Lim, Eun-Jin, Ahn, Yo-Chan, Jang, Eun-Su et al. · Journal of translational medicine · 2020 · DOI
Quick Summary
This study looked at 45 research projects involving over 1 million people to estimate how many people have ME/CFS worldwide. The researchers found that about 0.68% of the general population (roughly 1 in 150 people) has ME/CFS, though the number varies depending on who was studied and how the diagnosis was made. Women are about 1.5 to 2 times more likely to have ME/CFS than men.
Why It Matters
This comprehensive prevalence estimate provides researchers and clinicians with the most current global overview of ME/CFS burden and highlights critical gaps in diagnostic standardization that affect how many people are identified with the disease. For patients, understanding the true prevalence supports advocacy efforts and helps validate that ME/CFS is a significant population-level health problem, not a rare condition.
Observed Findings
Meta-analysis prevalence estimates varied significantly: women 1.36% vs. men 0.86%, community-based samples 0.76% vs. primary care sites 0.63%, and adults ≥18 years 0.65% vs. children <18 years 0.55%.
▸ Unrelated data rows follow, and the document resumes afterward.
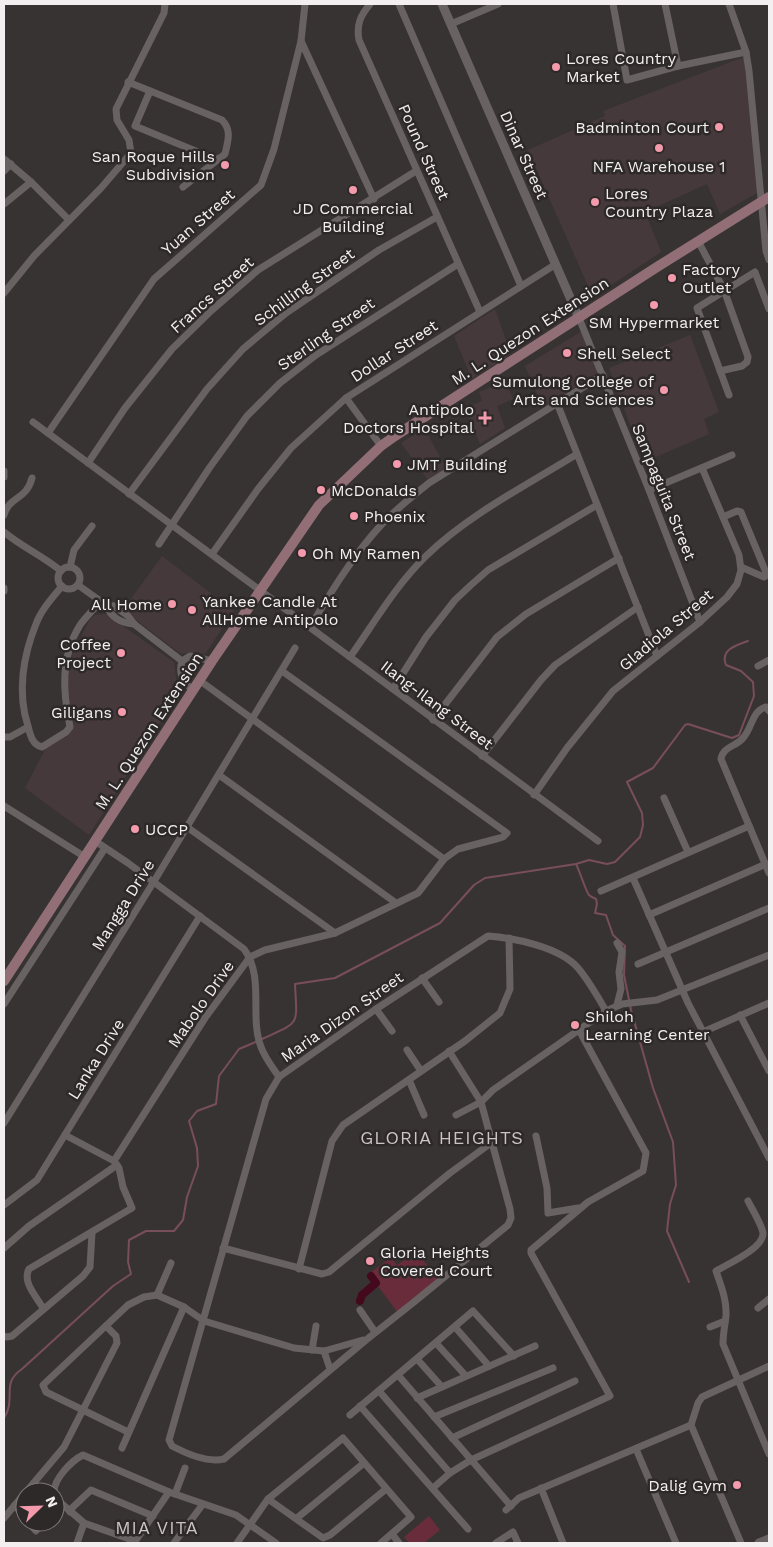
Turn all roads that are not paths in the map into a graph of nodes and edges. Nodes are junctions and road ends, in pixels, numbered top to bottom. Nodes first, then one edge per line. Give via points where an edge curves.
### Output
1 (165, 4) edge
2 (305, 4) edge
3 (370, 4) edge
4 (399, 4) edge
5 (442, 4) edge
6 (498, 4) edge
7 (613, 4) edge
8 (665, 4) edge
9 (729, 4) edge
10 (490, 5) edge
11 (451, 24) junction
12 (301, 41) junction
13 (746, 52) junction
14 (678, 66) junction
15 (128, 82) junction
16 (150, 91) junction
17 (221, 158) junction
18 (4, 159) edge
19 (11, 164) junction
20 (4, 171) edge
21 (416, 171) junction
22 (31, 182) junction
23 (183, 187) dead end
24 (374, 199) junction
25 (766, 200) edge
26 (4, 204) edge
27 (437, 217) junction
28 (69, 220) junction
29 (698, 242) junction
30 (769, 260) edge
31 (458, 264) junction
32 (556, 264) junction
33 (521, 286) junction
34 (724, 290) junction
35 (4, 293) edge
36 (769, 309) edge
37 (480, 312) junction
38 (579, 318) junction
39 (720, 371) junction
40 (603, 375) junction
41 (729, 395) dead end
42 (346, 398) junction
43 (557, 403) junction
44 (33, 422) dead end
45 (48, 434) junction
46 (381, 446) junction
47 (577, 454) junction
48 (732, 455) dead end
49 (88, 463) junction
50 (702, 468) junction
51 (4, 472) edge
52 (4, 477) edge
53 (32, 478) dead end
54 (649, 490) junction
55 (129, 494) junction
56 (597, 505) junction
57 (4, 515) edge
58 (723, 517) junction
59 (171, 525) junction
60 (92, 526) dead end
61 (5, 536) edge
62 (159, 544) dead end
63 (212, 554) junction
64 (619, 558) junction
65 (70, 567) junction
66 (741, 567) junction
67 (61, 571) junction
68 (78, 585) junction
69 (62, 586) junction
70 (260, 591) junction
71 (103, 603) junction
72 (638, 607) junction
73 (700, 622) junction
74 (310, 627) junction
75 (296, 648) dead end
76 (657, 656) junction
77 (350, 657) junction
78 (769, 660) edge
79 (182, 661) junction
80 (212, 661) junction
81 (758, 666) dead end
82 (282, 671) junction
83 (199, 680) junction
84 (393, 689) junction
85 (193, 690) junction
86 (769, 711) edge
87 (254, 718) junction
88 (433, 720) junction
89 (28, 727) junction
90 (4, 737) edge
91 (482, 756) junction
92 (219, 775) junction
93 (534, 795) junction
94 (664, 798) dead end
95 (4, 806) edge
96 (749, 826) junction
97 (187, 827) junction
98 (95, 841) junction
99 (598, 841) dead end
100 (105, 848) junction
101 (688, 852) junction
102 (85, 856) junction
103 (444, 859) junction
104 (766, 864) junction
105 (769, 873) edge
106 (633, 878) junction
107 (153, 883) junction
108 (601, 891) dead end
109 (396, 903) junction
110 (769, 908) edge
111 (649, 915) junction
112 (200, 916) junction
113 (335, 934) junction
114 (509, 938) junction
115 (617, 943) dead end
116 (666, 952) junction
117 (769, 955) edge
118 (250, 958) junction
119 (638, 964) dead end
120 (422, 978) junction
121 (4, 980) edge
122 (682, 991) junction
123 (439, 1002) dead end
124 (769, 1003) edge
125 (4, 1004) edge
126 (620, 1004) junction
127 (376, 1009) junction
128 (606, 1011) junction
129 (740, 1015) junction
130 (579, 1030) junction
131 (392, 1031) dead end
132 (703, 1032) junction
133 (407, 1050) dead end
134 (449, 1051) junction
135 (421, 1071) junction
136 (769, 1071) edge
137 (279, 1078) junction
138 (408, 1080) junction
139 (481, 1102) junction
140 (424, 1115) dead end
141 (456, 1115) dead end
142 (4, 1123) edge
143 (65, 1135) junction
144 (536, 1136) dead end
145 (491, 1143) junction
146 (769, 1158) edge
147 (116, 1163) junction
148 (748, 1200) dead end
149 (4, 1205) edge
150 (581, 1207) junction
151 (92, 1233) junction
152 (4, 1248) edge
153 (223, 1248) junction
154 (171, 1263) dead end
155 (299, 1268) junction
156 (157, 1295) junction
157 (769, 1299) edge
158 (184, 1307) junction
159 (43, 1308) junction
160 (758, 1308) dead end
161 (360, 1310) dead end
162 (204, 1321) junction
163 (724, 1321) junction
164 (106, 1326) junction
165 (316, 1326) dead end
166 (455, 1327) junction
167 (710, 1327) dead end
168 (375, 1332) junction
169 (4, 1336) edge
170 (366, 1340) junction
171 (436, 1343) junction
172 (535, 1346) dead end
173 (312, 1350) junction
174 (324, 1352) junction
175 (514, 1356) junction
176 (417, 1359) junction
177 (489, 1366) junction
178 (769, 1366) edge
179 (553, 1368) dead end
180 (330, 1370) junction
181 (398, 1375) junction
182 (466, 1376) junction
183 (738, 1380) junction
184 (575, 1381) dead end
185 (442, 1387) junction
186 (379, 1391) junction
187 (417, 1398) junction
188 (360, 1406) junction
189 (83, 1410) junction
190 (350, 1415) dead end
191 (434, 1417) junction
192 (691, 1425) junction
193 (128, 1432) junction
194 (452, 1438) junction
195 (122, 1448) dead end
196 (636, 1449) junction
197 (769, 1454) edge
198 (471, 1460) junction
199 (364, 1463) junction
200 (186, 1468) dead end
201 (450, 1473) junction
202 (35, 1482) edge
203 (57, 1482) edge
204 (433, 1488) junction
205 (541, 1488) junction
206 (386, 1489) junction
207 (172, 1493) junction
208 (268, 1499) junction
209 (203, 1504) junction
210 (15, 1505) edge
211 (65, 1507) edge
212 (70, 1512) junction
213 (153, 1516) junction
214 (4, 1518) edge
215 (297, 1518) junction
216 (84, 1523) junction
217 (250, 1525) junction
218 (468, 1529) dead end
219 (392, 1534) junction
220 (769, 1539) edge
221 (135, 1542) edge
222 (77, 1543) edge
223 (174, 1543) edge
224 (237, 1543) edge
225 (276, 1543) edge
226 (381, 1543) edge
227 (399, 1543) edge
228 (496, 1543) edge
229 (518, 1543) edge
230 (563, 1543) edge
231 (676, 1543) edge
232 (741, 1543) edge
233 (759, 1543) edge

1 - 15 street via 164,13
2 - 12 street, Yuan Street
3 - 21 street, Pound Street via 361,15 357,30 359,40
4 - 33 street
5 - 11 street, Dinar Street
6 - 10 street
7 - 14 street via 627,80
8 - 14 street
9 - 13 street
10 - 11 street
11 - 32 street, Dinar Street
12 - 24 street
12 - 45 street, Yuan Street via 274,149 261,185 154,279
13 - 14 street
13 - 25 street
15 - 16 street
15 - 28 street via 116,109 117,120 129,140 130,152
16 - 17 street via 222,120 229,133 225,154
16 - 17 street via 135,126 215,159
17 - 23 street
18 - 19 street
19 - 20 street
19 - 22 street
21 - 24 street, Francs Street
21 - 27 street, Pound Street
22 - 26 street
22 - 28 street
24 - 49 street, Francs Street via 258,270 212,310 172,349 125,408
25 - 29 main road, M. L. Quezon Extension
25 - 30 street via 766,251
27 - 31 street, Pound Street
27 - 55 street, Schilling Street via 379,250 286,313 243,349 208,389
28 - 35 street
29 - 34 street
29 - 38 main road, M. L. Quezon Extension
31 - 37 street, Pound Street
31 - 59 street, Sterling Street via 316,355 280,383 247,416
32 - 33 street, Dollar Street
32 - 38 street, Dinar Street
33 - 37 street, Dollar Street
34 - 36 street via 755,272
34 - 39 street via 697,308
34 - 39 street via 748,356 742,366
37 - 42 street, Dollar Street
38 - 40 street, Sampaguita Street
38 - 46 main road, M. L. Quezon Extension
39 - 41 street
40 - 43 street
40 - 54 street, Sampaguita Street
42 - 46 street
42 - 63 street, Dollar Street via 291,448
43 - 47 street
43 - 74 street via 403,504 382,524 352,563
44 - 45 street, Ilang-Ilang Street
45 - 49 street, Ilang-Ilang Street
46 - 70 main road, M. L. Quezon Extension via 322,502
47 - 56 street
47 - 77 street via 459,527 425,556
48 - 50 street
49 - 55 street, Ilang-Ilang Street
50 - 54 street
50 - 58 street
51 - 52 street
53 - 57 street via 24,495 11,502
54 - 73 street, Sampaguita Street
55 - 59 street, Ilang-Ilang Street
56 - 64 street
56 - 84 street via 488,570 470,585 426,637
58 - 66 street
58 - 66 street via 742,512 768,576
59 - 62 street, Sterling Street
59 - 63 street, Ilang-Ilang Street
60 - 65 street via 74,550
61 - 67 street via 49,560
63 - 70 street, Ilang-Ilang Street
64 - 72 street
64 - 88 street via 526,614 497,637
65 - 67 street
65 - 68 street via 80,575
66 - 73 street, Gladiola Street via 738,584
67 - 69 street via 59,580
68 - 69 street via 68,589
68 - 71 street
69 - 89 street via 36,623 28,648 22,676
70 - 74 street, Ilang-Ilang Street
70 - 80 main road, M. L. Quezon Extension
71 - 79 street via 122,623 134,624
71 - 89 street via 80,625 71,643 64,685 70,727 42,747 33,741
72 - 76 street
72 - 91 street via 555,665
73 - 76 street, Gladiola Street
74 - 77 street, Ilang-Ilang Street
75 - 82 street, Mangga Drive
76 - 93 street, Gladiola Street via 613,691
77 - 84 street, Ilang-Ilang Street
78 - 81 street
79 - 80 street via 190,656
79 - 85 street via 183,680
80 - 83 main road, M. L. Quezon Extension
82 - 87 street, Mangga Drive
82 - 103 street, Mabolo Drive via 507,833 496,840 458,849
83 - 85 main road, M. L. Quezon Extension
83 - 87 street
84 - 88 street, Ilang-Ilang Street
85 - 98 main road, M. L. Quezon Extension
86 - 96 street via 766,707 759,710 744,738 725,749 720,759
87 - 92 street, Mangga Drive
87 - 103 street
88 - 91 street, Ilang-Ilang Street
89 - 90 street
91 - 93 street, Ilang-Ilang Street
92 - 97 street, Mangga Drive
92 - 109 street
93 - 99 street, Ilang-Ilang Street
94 - 101 street
95 - 102 street
96 - 101 street
96 - 104 street
97 - 107 street, Mangga Drive
97 - 113 street
98 - 100 street
98 - 102 main road, M. L. Quezon Extension
100 - 107 street
100 - 125 street
101 - 106 street
102 - 121 main road, M. L. Quezon Extension
103 - 109 street, Mabolo Drive via 418,893
104 - 105 street
104 - 111 street
106 - 108 street
106 - 111 street
107 - 112 street
107 - 142 street, Mangga Drive
109 - 113 street, Mabolo Drive
110 - 116 street
111 - 116 street
112 - 118 street via 244,949
112 - 143 street, Lanka Drive
113 - 118 street, Mabolo Drive via 265,950
114 - 120 street, Maria Dizon Street via 488,936
114 - 128 street, Maria Dizon Street via 560,953 578,967
114 - 134 street via 510,989 500,1013
115 - 126 street via 622,952
116 - 119 street
116 - 122 street
117 - 122 street
118 - 137 street via 256,980 261,1048
118 - 147 street, Mabolo Drive via 206,1018
120 - 123 street
120 - 127 street, Maria Dizon Street
122 - 126 street via 657,1000
122 - 132 street
124 - 129 street
126 - 128 street
127 - 131 street
127 - 137 street, Maria Dizon Street
128 - 130 street
129 - 132 street
129 - 136 street
130 - 139 street via 493,1090
130 - 150 street via 646,1153 643,1170
132 - 146 street
133 - 135 street
134 - 135 street
134 - 139 street
135 - 138 street
137 - 153 street, Maria Dizon Street via 266,1099
138 - 140 street
138 - 155 street via 343,1125 332,1141
139 - 141 street
139 - 145 street
143 - 147 street
143 - 149 street, Lanka Drive via 37,1180
144 - 150 street via 547,1188 548,1213
145 - 155 street via 329,1272 322,1274
145 - 168 street via 510,1209 508,1225
147 - 151 street via 132,1208
147 - 152 street
148 - 163 street via 763,1233 755,1248 716,1271 725,1300
150 - 198 street via 530,1254 610,1396
151 - 159 street via 90,1267
151 - 159 street via 29,1269 26,1280
153 - 155 street
153 - 162 street, Maria Dizon Street
154 - 156 street
156 - 158 street
156 - 164 street via 128,1305
157 - 160 street
158 - 162 street
158 - 193 street
159 - 169 street via 12,1336
161 - 168 street
162 - 173 street via 294,1348
162 - 180 street, Maria Dizon Street via 170,1440 172,1446 181,1451 207,1460 224,1459
163 - 167 street
163 - 183 street via 723,1344
164 - 189 street via 116,1336 116,1343
164 - 189 street via 43,1385 46,1392
165 - 173 street
166 - 171 street
166 - 175 street via 474,1312
166 - 177 street
168 - 170 street
170 - 174 street
170 - 180 street
171 - 176 street
171 - 182 street
172 - 175 street
173 - 174 street
174 - 180 street
175 - 177 street
176 - 181 street
176 - 185 street
177 - 182 street
178 - 183 street
179 - 191 street
181 - 186 street
181 - 187 street
182 - 185 street
183 - 192 street via 702,1396
183 - 197 street
184 - 194 street
185 - 187 street
186 - 188 street
186 - 201 street
187 - 191 street
188 - 190 street
188 - 204 street
189 - 193 street
189 - 202 street via 64,1447
191 - 194 street
192 - 196 street
192 - 232 street
193 - 195 street
194 - 198 street
196 - 205 street
196 - 231 street
198 - 201 street
198 - 205 street via 508,1508 518,1498
199 - 206 street
199 - 208 street via 343,1438
199 - 215 street
200 - 207 street
201 - 204 street
203 - 207 street via 77,1458 83,1456
204 - 218 street
205 - 230 street
206 - 215 street via 323,1538
206 - 219 street via 411,1518
207 - 209 street
207 - 213 street
208 - 215 street
208 - 217 street
209 - 217 street via 236,1516
209 - 223 street
210 - 214 street
211 - 212 street
212 - 213 street via 91,1490
212 - 216 street
213 - 221 street
216 - 221 street
216 - 222 street
217 - 224 street
217 - 225 street
219 - 226 street
219 - 227 street
220 - 233 street
228 - 229 street via 513,1532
Case definition choice influenced prevalence: CDC-1994 definition 0.89% vs. Holmes definition 0.17%.
Over 1 million participants across 45 studies were analyzed, with 540,901 from community surveys and 545,075 from primary care sites.
Inferred Conclusions
Current ME/CFS prevalence is approximately 0.68-0.89% globally, with women experiencing 1.5-2 fold higher rates than men across all population categories.
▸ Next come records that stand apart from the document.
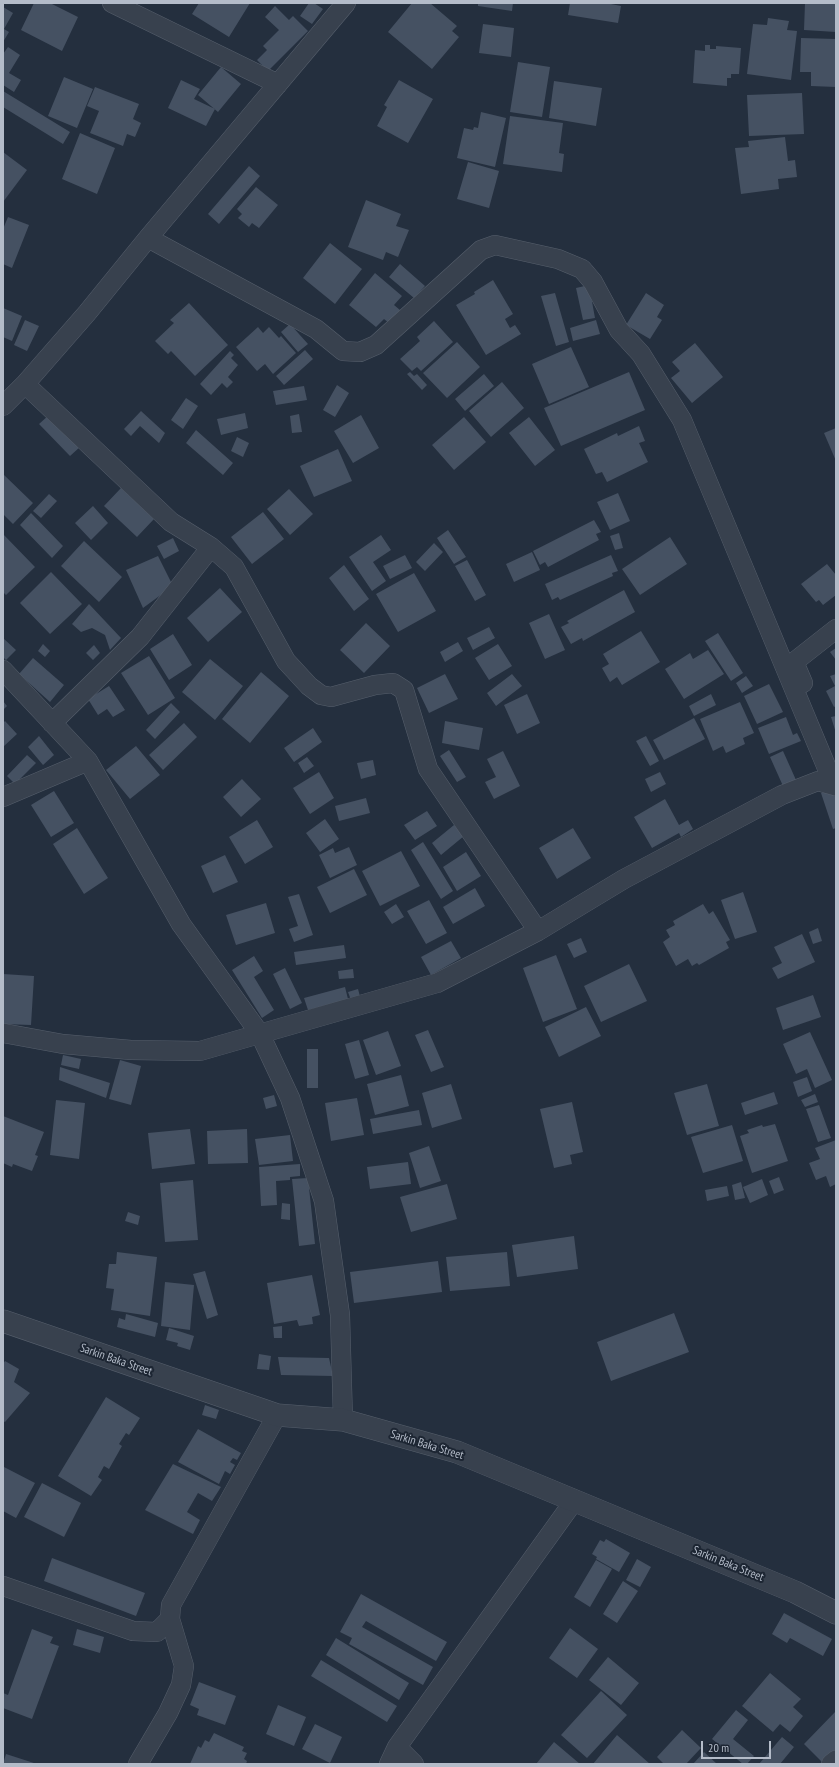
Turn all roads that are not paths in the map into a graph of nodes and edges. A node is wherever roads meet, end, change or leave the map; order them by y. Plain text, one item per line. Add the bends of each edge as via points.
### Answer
1 (112, 3) edge
2 (346, 3) edge
3 (278, 84) junction
4 (148, 238) junction
5 (25, 384) junction
6 (3, 406) edge
7 (211, 547) junction
8 (836, 629) edge
9 (3, 670) edge
10 (52, 723) junction
11 (836, 755) edge
12 (88, 761) junction
13 (835, 786) edge
14 (3, 797) edge
15 (538, 931) junction
16 (3, 1033) edge
17 (260, 1034) junction
18 (3, 1321) edge
19 (277, 1415) junction
20 (343, 1420) junction
21 (574, 1501) junction
22 (3, 1586) edge
23 (835, 1611) edge
24 (170, 1619) junction
25 (397, 1747) junction
26 (836, 1760) edge
27 (138, 1764) edge
28 (389, 1764) edge
29 (414, 1764) edge
30 (831, 1764) edge

1 - 3 street
2 - 3 street
3 - 4 street
4 - 5 street
4 - 13 street via 316,329 343,351 360,352 376,345 482,250 495,245 558,259 582,269 593,282 619,330 641,354 682,420
5 - 6 street
5 - 7 street via 171,522
7 - 10 street via 140,636
7 - 15 street via 234,567 286,661 321,695 331,697 375,685 393,683 404,690 428,770
8 - 11 street via 794,662
9 - 10 street
10 - 12 street
12 - 14 street
12 - 17 street via 181,924
13 - 15 street via 818,781 782,795 624,879
15 - 17 street via 437,983
16 - 17 street via 63,1044 131,1050 192,1051
17 - 20 street via 290,1098 324,1201 340,1315
18 - 19 street, Sarkin Baka Street
19 - 20 street, Sarkin Baka Street
19 - 24 street via 171,1605
20 - 21 street, Sarkin Baka Street via 457,1452
21 - 23 street, Sarkin Baka Street
21 - 25 street
22 - 24 street via 133,1631 158,1632
24 - 27 street via 184,1666 180,1685 168,1713
25 - 28 street
25 - 29 street
26 - 30 street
Large variations in reported prevalence are primarily driven by inconsistent case definitions and diagnostic methodologies rather than true epidemiological differences.
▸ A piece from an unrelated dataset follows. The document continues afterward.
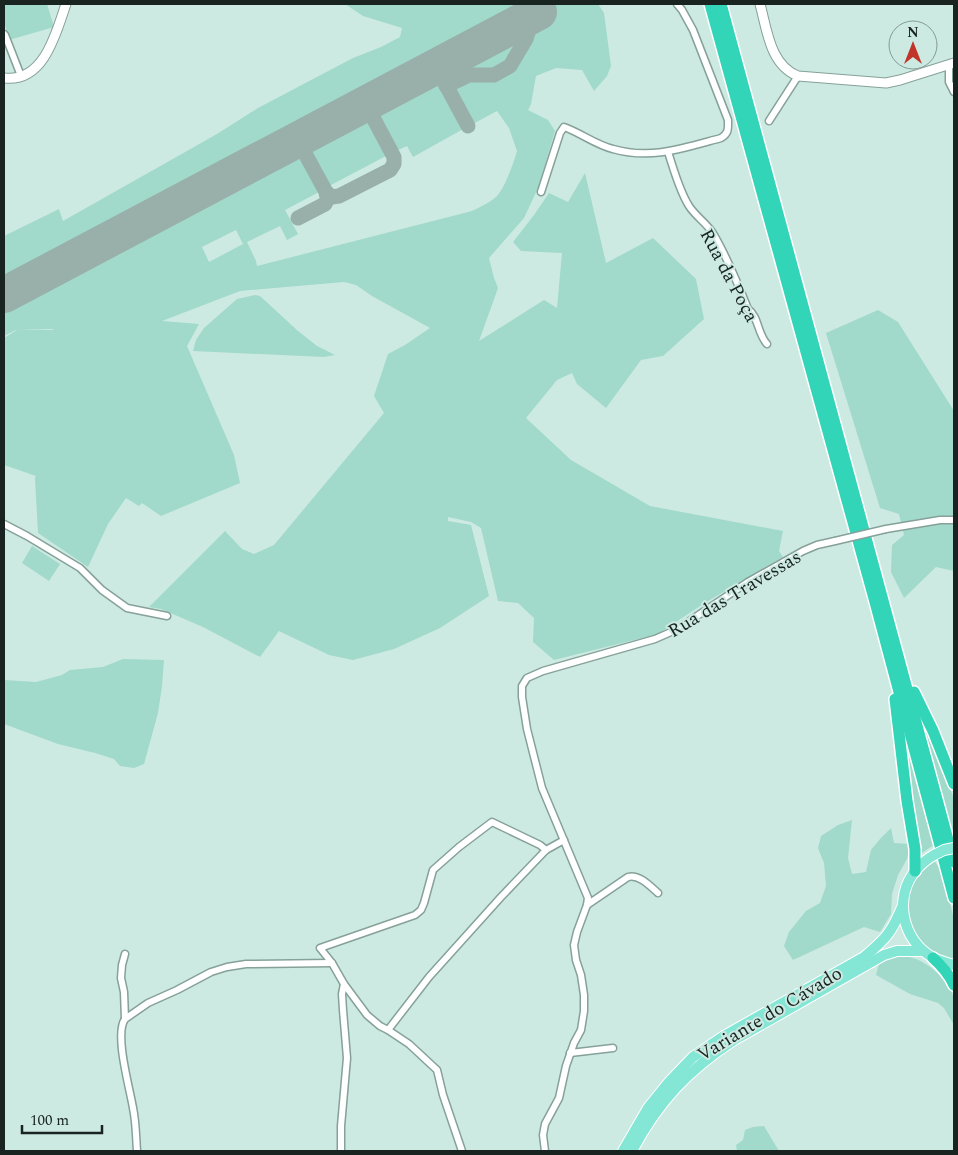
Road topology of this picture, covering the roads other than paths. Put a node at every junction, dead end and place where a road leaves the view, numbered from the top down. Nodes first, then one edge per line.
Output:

Objective, standardized diagnostic criteria are urgently needed to enable accurate prevalence assessment and consistent identification of ME/CFS cases across populations.
Remaining Questions
Why do different diagnostic methods (interviews vs. physician diagnosis) produce such dramatically different prevalence estimates (1.14% vs. 0.09%), and which approach better identifies true cases?
What explains the consistent 1.5-2 fold female predominance across all studies—biological, diagnostic, or reporting differences?
What This Study Does Not Prove
This study does not establish the causes of ME/CFS or explain why women have higher prevalence rates. It also does not prove that any particular diagnostic method is superior—rather, it demonstrates that different methods produce different prevalence estimates, highlighting a methodological problem rather than providing a gold standard. The wide variation in findings suggests prevalence estimates may not reflect true disease burden without standardized diagnostic criteria.
Tags
Symptom:Fatigue
Phenotype:Pediatric
Method Flag:PEM Not DefinedWeak Case DefinitionMixed Cohort
How would prevalence estimates change if a single, objective diagnostic biomarker or standardized assessment tool were universally adopted?
Do true disease prevalence rates vary by country and population characteristics, or are observed differences purely artifacts of methodological variation?